During a visit to the Carmichael Road site last month, officials encountered a family living in a bus.
“The Minister of Social Services engaged with them,” Munroe said yesterday about the family.
“By the time the team goes to that area, there should be specific legal directions from the Office of the Attorney General as to how we would proceed there.”
Munroe also revealed last month that the person responsible for large-scale clearing of land in the area is a Bahamian, not a Haitian as some have insisted.
He said the operation is driven by a Bahamian who has heavy equipment to clear lands and appears to have hired indentured works.
Asked yesterday if the operator will be charged with a crime, Munroe said that’s a matter of the Office of the Attorney General.
“I know I’m a lawyer,” he said.
“I have my views but I have to take advice from the Office of the Attorney General. On the inspection, the Minister of State for Legal Affairs. Minister Campbell and I did have a conversation about the raft of criminal and civil consequences that we could make flow. So it’s a matter of looking at the Proceeds of Crime Act.

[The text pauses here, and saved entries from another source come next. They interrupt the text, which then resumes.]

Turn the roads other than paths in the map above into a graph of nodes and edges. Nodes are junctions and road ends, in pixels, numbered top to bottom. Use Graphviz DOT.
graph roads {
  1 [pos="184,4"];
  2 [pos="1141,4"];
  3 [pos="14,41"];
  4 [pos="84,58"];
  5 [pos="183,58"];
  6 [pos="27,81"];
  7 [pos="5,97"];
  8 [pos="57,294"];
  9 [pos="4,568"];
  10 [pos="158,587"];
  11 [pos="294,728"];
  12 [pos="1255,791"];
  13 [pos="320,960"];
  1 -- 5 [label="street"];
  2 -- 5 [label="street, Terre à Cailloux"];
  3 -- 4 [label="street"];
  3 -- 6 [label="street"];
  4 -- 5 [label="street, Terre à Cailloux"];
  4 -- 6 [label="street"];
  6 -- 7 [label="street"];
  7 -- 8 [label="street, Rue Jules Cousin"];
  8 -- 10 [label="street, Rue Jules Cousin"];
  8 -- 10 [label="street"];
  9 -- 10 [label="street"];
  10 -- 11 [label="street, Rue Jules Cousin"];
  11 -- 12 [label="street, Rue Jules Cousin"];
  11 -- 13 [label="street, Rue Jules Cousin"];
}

“It’s an act that permits you to get people to disgorge the profits they made from criminal behavior. And the issue is whether this criminal behavior is caught by that. So if it is and you quantify how much fill has been removed, then you go after the person’s property to recover the proceeds of crime. So persons will find that the government will be very innovative and leave no stone unturned in using the remedies available to it to call people to account.”